- _WHAT NEEDS TO BE DONE_
What lines of the data below hold "nodes"? Show them.

(Stored data entries)
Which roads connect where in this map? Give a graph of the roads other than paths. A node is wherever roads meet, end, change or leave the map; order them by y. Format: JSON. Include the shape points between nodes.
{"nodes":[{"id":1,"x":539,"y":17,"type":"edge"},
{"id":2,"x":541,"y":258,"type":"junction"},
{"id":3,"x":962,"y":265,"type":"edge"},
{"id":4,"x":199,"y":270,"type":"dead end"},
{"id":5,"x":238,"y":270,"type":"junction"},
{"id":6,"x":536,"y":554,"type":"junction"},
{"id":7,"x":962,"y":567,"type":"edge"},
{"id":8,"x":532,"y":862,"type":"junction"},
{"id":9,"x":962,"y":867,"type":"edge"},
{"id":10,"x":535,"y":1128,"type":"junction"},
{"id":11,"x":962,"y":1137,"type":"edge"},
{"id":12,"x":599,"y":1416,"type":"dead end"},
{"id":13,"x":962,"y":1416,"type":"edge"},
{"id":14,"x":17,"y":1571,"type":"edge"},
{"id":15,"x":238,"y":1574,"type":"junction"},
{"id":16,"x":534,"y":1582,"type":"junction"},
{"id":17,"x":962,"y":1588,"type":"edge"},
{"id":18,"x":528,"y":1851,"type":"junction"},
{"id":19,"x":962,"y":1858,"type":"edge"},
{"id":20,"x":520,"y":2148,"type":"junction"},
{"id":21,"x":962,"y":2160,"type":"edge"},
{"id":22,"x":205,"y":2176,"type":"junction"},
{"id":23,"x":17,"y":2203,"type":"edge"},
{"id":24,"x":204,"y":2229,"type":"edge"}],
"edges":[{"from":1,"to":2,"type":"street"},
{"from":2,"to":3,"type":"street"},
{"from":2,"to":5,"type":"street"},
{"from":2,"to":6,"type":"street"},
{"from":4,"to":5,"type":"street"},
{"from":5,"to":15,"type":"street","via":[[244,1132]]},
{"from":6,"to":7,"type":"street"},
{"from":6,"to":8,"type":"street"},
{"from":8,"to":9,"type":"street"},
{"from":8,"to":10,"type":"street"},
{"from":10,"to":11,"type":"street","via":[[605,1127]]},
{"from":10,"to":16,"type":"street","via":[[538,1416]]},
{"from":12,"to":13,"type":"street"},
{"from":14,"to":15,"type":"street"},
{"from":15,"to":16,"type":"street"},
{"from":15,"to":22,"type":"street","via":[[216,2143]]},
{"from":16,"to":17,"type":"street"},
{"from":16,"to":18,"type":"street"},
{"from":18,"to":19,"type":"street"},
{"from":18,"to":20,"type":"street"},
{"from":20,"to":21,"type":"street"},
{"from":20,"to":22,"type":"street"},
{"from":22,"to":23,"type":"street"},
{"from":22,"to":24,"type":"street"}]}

- _THE COMPLETED TASK_
Which roads connect where in this map? Give a graph of the roads other than paths. A node is wherever roads meet, end, change or leave the map; order them by y. Format: JSON. Include the shape points between nodes.
{"nodes":[{"id":1,"x":539,"y":17,"type":"edge"},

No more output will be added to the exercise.